¿Te atreves a soñar?

lunes, 25 de mayo de 2015

Amar Navarra


Me ha costado entender qué tiene Navarra para que los navarros no se quieran ir de aquí. No hay playa, apenas sol y falta ese acento saleroso que se acompaña de gestos despreocupados. Las calles no visten con aire de fiesta y los días de tormenta no huelen a sal. La risa se esconde debajo de bufandas mientras que las nubes, siempre las nubes, se empeñan en gobernar la cuenca. Mi ciudad se llama “Mordor” para los amigos, “Pamplona” para los demás, y he aprendido a amarla muy poco a poco, a pequeños sorbos, como dicen los viejos que se disfruta la vida.

Los primeros años pensé que aquí no pasaban muchas cosas interesantes; tardé cinco en descubrir que ocurren, pero que hay que aprender a buscarlas. Los desconocidos no se hablan como si no lo fueran, ni se dan palmas al pie de una guitarra. La cerveza no la acompaña una tapa bien surtida, ni se regala el buen humor. Pero en Pamplona hay tantas sonrisas como se quieran encontrar. Hay que mirar bien, sí, porque aquí no se habla de la amistad a la ligera. En esta tierra de nubes (blancas, negras y naranjas del atardecer), un amigo es un amigo de verdad.

Antes me gustaba preguntarle a los navarros qué tiene de especial su hogar. Pero, ¿cómo se enseña a amar? No se puede hacer sólo con palabras. Para conocer Navarra hay que sufrirla y reírla; hablar con su gente y pasear sus caminos; escucharla y soñarla. Así es como se ama el mundo, en realidad cualquier lugar. Para conocer, primero hay que despejar el corazón. Luego se descubre un mundo de secretos. Ahora que se marchan tantos de los amigos que me enseñaron a mirar, volveré a buscar con ojos nuevos. Navarra tiene magia, aunque jamás seré capaz de decir completamente cuál.

domingo, 3 de mayo de 2015

"Te quiero", pero detrás de la pantalla

Un beso no se pide por whatsapp y, si se pide, se pide bien. El amor, o el deseo, o el capricho, no es un “tiro la piedra y me escondo”. Si se pide un beso tras una pantalla, hay que tener también el coraje de pedirlo sin aparatos de por medio.

Cuando Silvia, mi amiga de siempre, me contó que su novio la había dejado por un mensaje de móvil, creí que me estaba tomando el pelo. No podía creer que después de tres años, el fin de su relación lo dictasen unas letras impersonales. “¿Hay algo más cobarde?”, me preguntó. “¿Tan rápido desaparece la confianza?”.

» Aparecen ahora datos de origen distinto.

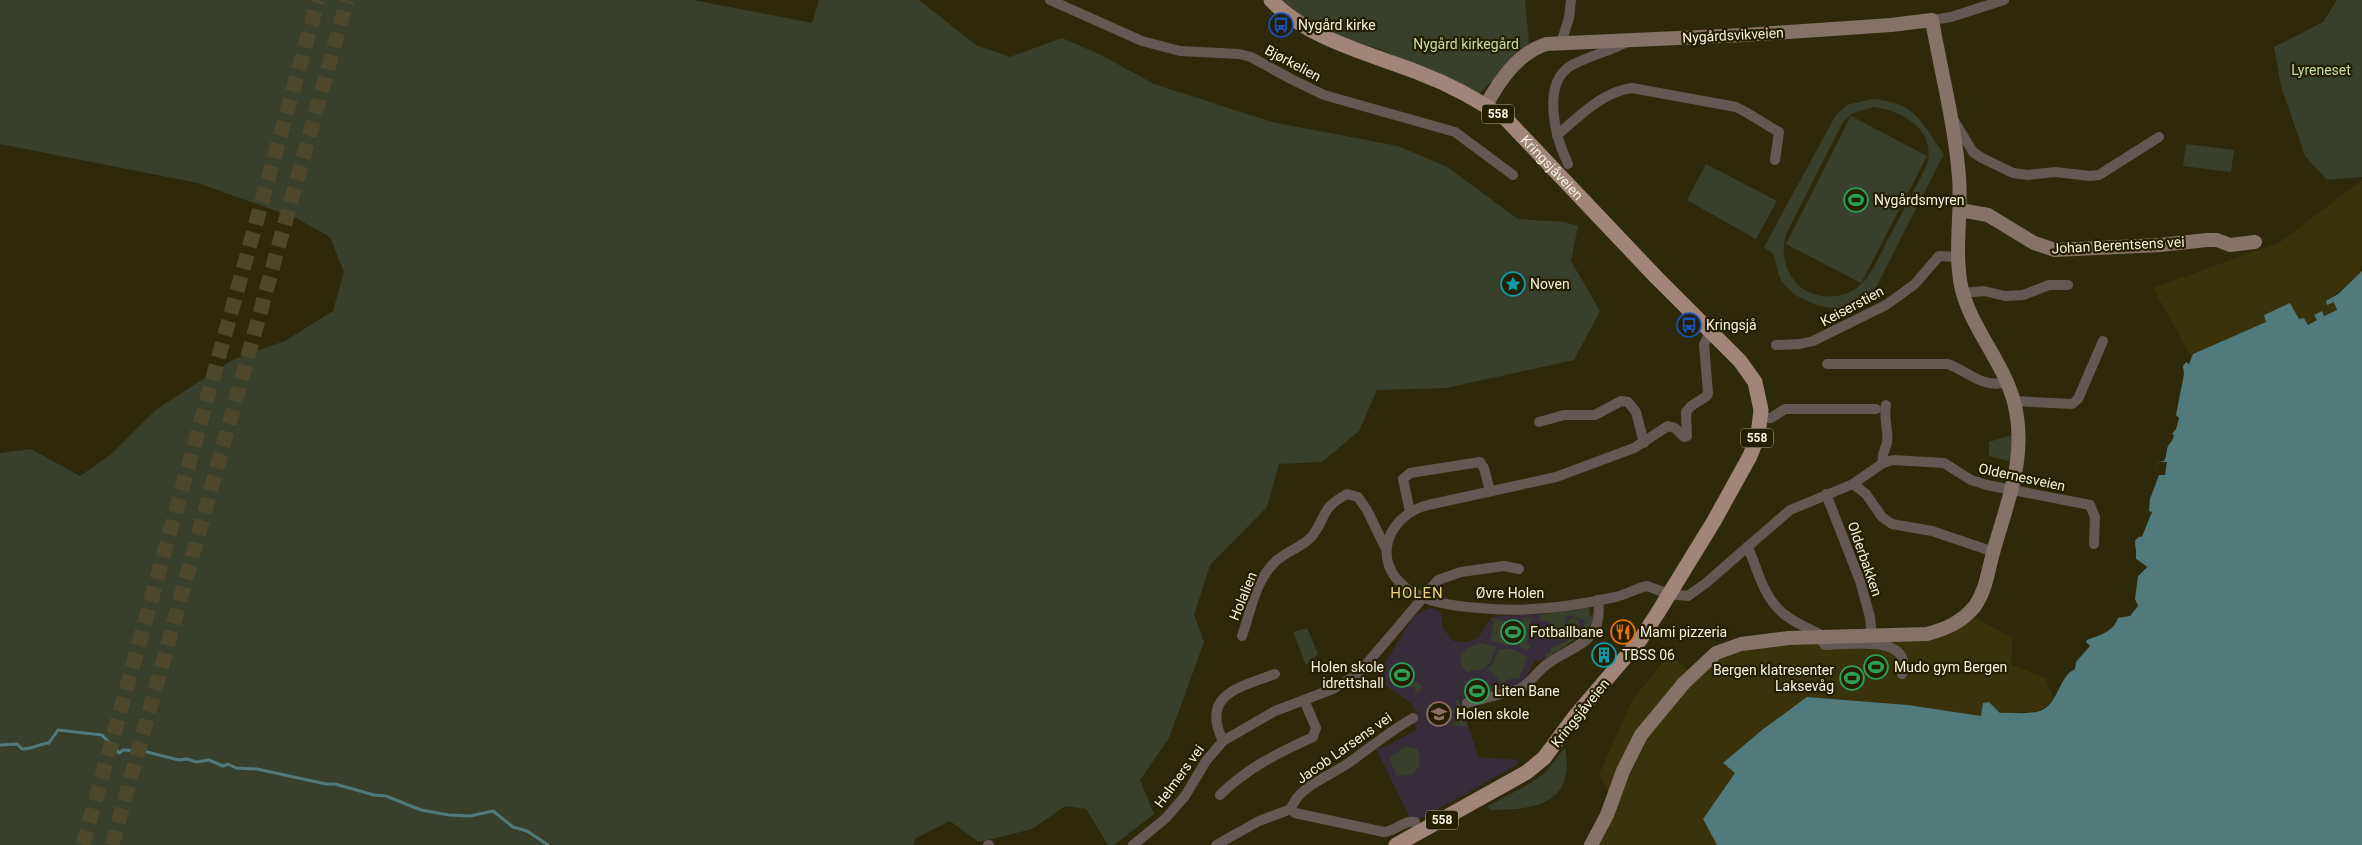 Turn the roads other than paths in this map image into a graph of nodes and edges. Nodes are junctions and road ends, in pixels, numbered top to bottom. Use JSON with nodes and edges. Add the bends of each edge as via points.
{"nodes":[{"id":1,"x":1050,"y":0,"type":"edge"},
{"id":2,"x":1271,"y":0,"type":"edge"},
{"id":3,"x":1571,"y":0,"type":"edge"},
{"id":4,"x":2004,"y":0,"type":"edge"},
{"id":5,"x":1932,"y":20,"type":"junction"},
{"id":6,"x":1630,"y":41,"type":"junction"},
{"id":7,"x":1560,"y":43,"type":"junction"},
{"id":8,"x":1486,"y":106,"type":"junction"},
{"id":9,"x":1948,"y":112,"type":"junction"},
{"id":10,"x":1557,"y":135,"type":"junction"},
{"id":11,"x":2159,"y":137,"type":"dead end"},
{"id":12,"x":1775,"y":160,"type":"dead end"},
{"id":13,"x":1568,"y":164,"type":"dead end"},
{"id":14,"x":1513,"y":176,"type":"dead end"},
{"id":15,"x":1960,"y":210,"type":"junction"},
{"id":16,"x":2255,"y":242,"type":"dead end"},
{"id":17,"x":1957,"y":257,"type":"junction"},
{"id":18,"x":2068,"y":285,"type":"dead end"},
{"id":19,"x":1963,"y":293,"type":"junction"},
{"id":20,"x":1710,"y":331,"type":"junction"},
{"id":21,"x":2103,"y":341,"type":"dead end"},
{"id":22,"x":1776,"y":345,"type":"dead end"},
{"id":23,"x":1827,"y":364,"type":"dead end"},
{"id":24,"x":2007,"y":382,"type":"junction"},
{"id":25,"x":2014,"y":401,"type":"junction"},
{"id":26,"x":1886,"y":405,"type":"dead end"},
{"id":27,"x":1876,"y":410,"type":"dead end"},
{"id":28,"x":1761,"y":418,"type":"junction"},
{"id":29,"x":1539,"y":422,"type":"dead end"},
{"id":30,"x":1644,"y":443,"type":"junction"},
{"id":31,"x":1883,"y":463,"type":"junction"},
{"id":32,"x":1854,"y":484,"type":"junction"},
{"id":33,"x":1490,"y":491,"type":"junction"},
{"id":34,"x":2013,"y":491,"type":"junction"},
{"id":35,"x":1826,"y":494,"type":"junction"},
{"id":36,"x":1410,"y":512,"type":"junction"},
{"id":37,"x":1376,"y":527,"type":"junction"},
{"id":38,"x":1392,"y":530,"type":"junction"},
{"id":39,"x":2094,"y":544,"type":"dead end"},
{"id":40,"x":1747,"y":547,"type":"junction"},
{"id":41,"x":1386,"y":549,"type":"junction"},
{"id":42,"x":1994,"y":552,"type":"junction"},
{"id":43,"x":1519,"y":569,"type":"dead end"},
{"id":44,"x":1669,"y":594,"type":"junction"},
{"id":45,"x":1423,"y":597,"type":"junction"},
{"id":46,"x":1598,"y":600,"type":"junction"},
{"id":47,"x":1242,"y":636,"type":"dead end"},
{"id":48,"x":1872,"y":636,"type":"junction"},
{"id":49,"x":1819,"y":638,"type":"junction"},
{"id":50,"x":1275,"y":674,"type":"dead end"},
{"id":51,"x":1902,"y":674,"type":"dead end"},
{"id":52,"x":1304,"y":700,"type":"junction"},
{"id":53,"x":1467,"y":703,"type":"dead end"},
{"id":54,"x":1413,"y":718,"type":"dead end"},
{"id":55,"x":1223,"y":741,"type":"junction"},
{"id":56,"x":1220,"y":795,"type":"dead end"},
{"id":57,"x":1291,"y":809,"type":"junction"},
{"id":58,"x":1415,"y":822,"type":"dead end"},
{"id":59,"x":1133,"y":845,"type":"edge"},
{"id":60,"x":1216,"y":845,"type":"edge"},
{"id":61,"x":1396,"y":845,"type":"edge"},
{"id":62,"x":1591,"y":845,"type":"edge"}],
"edges":[{"from":1,"to":14,"type":"street","name":"Bjørkelien","via":[[1142,41],[1180,52],[1251,57],[1324,95],[1456,132]]},
{"from":2,"to":8,"type":"main road","name":"Kringsjåveien","number":"558","via":[[1280,10],[1334,41],[1418,72]]},
{"from":3,"to":7,"type":"street","via":[[1570,18]]},
{"from":4,"to":5,"type":"street","name":"Nygårdsvikveien"},
{"from":5,"to":6,"type":"street","name":"Nygårdsvikveien"},
{"from":5,"to":9,"type":"street"},
{"from":6,"to":7,"type":"street","name":"Nygårdsvikveien"},
{"from":6,"to":10,"type":"street","via":[[1572,65],[1560,78],[1554,98]]},
{"from":7,"to":8,"type":"street","name":"Nygårdsvikveien","via":[[1533,49],[1521,57]]},
{"from":8,"to":20,"type":"main road","name":"Kringsjåveien","number":"558","via":[[1524,137]]},
{"from":9,"to":11,"type":"street","via":[[1973,152],[2019,175],[2055,172],[2099,175]]},
{"from":9,"to":15,"type":"street","via":[[1958,164]]},
{"from":10,"to":12,"type":"street","via":[[1605,96],[1616,90],[1632,88],[1746,111],[1779,132]]},
{"from":10,"to":13,"type":"street"},
{"from":15,"to":16,"type":"street","name":"Johan Berentsens vei","via":[[1988,215],[2034,243],[2055,250],[2207,240],[2238,245]]},
{"from":15,"to":17,"type":"street"},
{"from":17,"to":19,"type":"street"},
{"from":17,"to":22,"type":"street","name":"Keiserstien","via":[[1939,256],[1909,290],[1846,326],[1813,341]]},
{"from":18,"to":19,"type":"street","via":[[2049,285],[2023,295],[2005,296],[1984,291]]},
{"from":19,"to":24,"type":"street"},
{"from":20,"to":28,"type":"main road","name":"Kringsjåveien","number":"558","via":[[1752,376],[1760,396]]},
{"from":20,"to":30,"type":"street","via":[[1704,344],[1708,393],[1686,412],[1687,436],[1668,426]]},
{"from":21,"to":25,"type":"street","via":[[2078,399],[2072,404]]},
{"from":23,"to":24,"type":"street","via":[[1948,364],[1983,383],[1996,385]]},
{"from":24,"to":25,"type":"street"},
{"from":25,"to":34,"type":"street","via":[[2019,454]]},
{"from":26,"to":31,"type":"street","via":[[1887,439]]},
{"from":27,"to":28,"type":"street","via":[[1785,409],[1771,418]]},
{"from":28,"to":44,"type":"main road","name":"Kringsjåveien","number":"558","via":[[1750,456]]},
{"from":29,"to":30,"type":"street","via":[[1564,414],[1595,415],[1621,401],[1628,402],[1636,412]]},
{"from":30,"to":33,"type":"street","via":[[1556,477]]},
{"from":31,"to":32,"type":"street"},
{"from":31,"to":34,"type":"street","name":"Oldernesveien","via":[[1893,460],[1944,463],[1971,480]]},
{"from":32,"to":35,"type":"street"},
{"from":32,"to":42,"type":"street","via":[[1892,524],[1932,531]]},
{"from":33,"to":36,"type":"street"},
{"from":33,"to":36,"type":"street","via":[[1480,462],[1410,472],[1403,479]]},
{"from":34,"to":39,"type":"street","name":"Oldernesveien","via":[[2090,505],[2096,515]]},
{"from":34,"to":42,"type":"street"},
{"from":35,"to":40,"type":"street","via":[[1790,510]]},
{"from":35,"to":48,"type":"street","name":"Olderbakken","via":[[1860,582]]},
{"from":36,"to":38,"type":"street"},
{"from":37,"to":38,"type":"street"},
{"from":37,"to":41,"type":"street","name":"Holalien"},
{"from":37,"to":47,"type":"street","name":"Holalien","via":[[1358,497],[1347,494],[1334,502],[1324,512],[1313,535],[1280,557],[1266,572]]},
{"from":38,"to":41,"type":"street"},
{"from":40,"to":44,"type":"street","via":[[1688,596]]},
{"from":40,"to":49,"type":"street","via":[[1769,600],[1797,624],[1818,633]]},
{"from":41,"to":45,"type":"street","name":"Øvre Holen","via":[[1391,570],[1397,579]]},
{"from":42,"to":48,"type":"street","via":[[1984,588],[1975,606],[1962,620],[1927,634]]},
{"from":43,"to":45,"type":"street","name":"Øvre Holen","via":[[1504,566],[1447,575],[1430,586]]},
{"from":44,"to":46,"type":"street","name":"Øvre Holen","via":[[1647,586],[1618,597]]},
{"from":44,"to":61,"type":"main road","name":"Kringsjåveien","number":"558","via":[[1640,640],[1544,758],[1526,772]]},
{"from":45,"to":46,"type":"street","name":"Øvre Holen","via":[[1454,605],[1498,609],[1560,607]]},
{"from":45,"to":52,"type":"street","name":"Helmers vei","via":[[1358,674],[1333,689]]},
{"from":46,"to":53,"type":"street","via":[[1598,626],[1589,638],[1546,665],[1520,689]]},
{"from":48,"to":49,"type":"street"},
{"from":49,"to":51,"type":"street","via":[[1825,645],[1887,645],[1898,653],[1903,662]]},
{"from":49,"to":62,"type":"street","via":[[1741,644],[1716,653],[1705,662],[1641,735]]},
{"from":50,"to":55,"type":"street","name":"Helmers vei","via":[[1234,689],[1222,699],[1215,721]]},
{"from":52,"to":55,"type":"street","name":"Helmers vei","via":[[1275,711]]},
{"from":52,"to":56,"type":"street","via":[[1316,728],[1313,737],[1256,765]]},
{"from":54,"to":57,"type":"street","name":"Jacob Larsens vei","via":[[1383,735],[1350,762],[1308,789],[1293,802]]},
{"from":55,"to":59,"type":"street","name":"Helmers vei","via":[[1166,818]]},
{"from":57,"to":58,"type":"street","via":[[1296,813],[1384,832]]},
{"from":57,"to":60,"type":"street","via":[[1258,821]]}]}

Luego, por supuesto, no hubo respuesta a las llamadas. La tecnología ejerció como escudo del corazón, o arma arrojadiza, según se mire. Silvia pasó la noche partida del dolor y el chico, desconectado del mundo.

Aquella vez, todos los amigos se enfurecieron. Hubo un aluvión de críticas al veinteañero incapaz de enfrentar la situación. Todos dijeron que las redes sociales sólo traían desgracias a las parejas, que la gente empezaba a perder la dignidad, que dónde estaban el honor, la educación, el sentido común.

Pero al cabo del tiempo, se aparcó el tema. Silvia se había vuelto a enamorar. Esta vez era un compañero del gimnasio. Hacía tiempo que se intercambiaban miradas, conversaciones mudas a través del espejo. De modo que, después de algunos meses, ella tomó la iniciativa e iniciaron una conversación.

“Creo que es muy tímido”, me confesó después de gritar medio minuto de la emoción. “No nos ha dado tiempo a decirnos mucho, pero me ha pedido mi número”. Me pareció que la historia empezaba bien. Silvia estaba ilusionada y, cada vez que recibía un mensaje de él, se ponía a saltar por la casa, o por la calle. Si yo estaba cerca, me agarraba del brazo y me señalaba su nombre en la pantalla.

Cuando hablaba sobre las miradas furtivas en el gimnasio, me hacía partícipe de su inseguridad. Él nunca se acercaba a hablarle. Ni la saludaba al verla entrar, ni la despedía. De hecho, en ocasiones cogía el móvil a medio metro de distancia y le escribía algún piropo que ella no sabía cómo acoger. Directo, atrevido, chispeante. Pero a los ojos, nada. Ni los comentarios pícaros ni un inocente “qué guapa estás”.

Una tarde que estábamos juntas, aquel chico le envió un mensaje. Al abrirlo, Silvia encontró un “quiero besarte”, y explotó. En persona nunca la buscaba. Se lo dijo conteniendo la rabia, pero el del gimnasio se hizo el sorprendido y la despachó: “No, no. No te voy a decir nada más”.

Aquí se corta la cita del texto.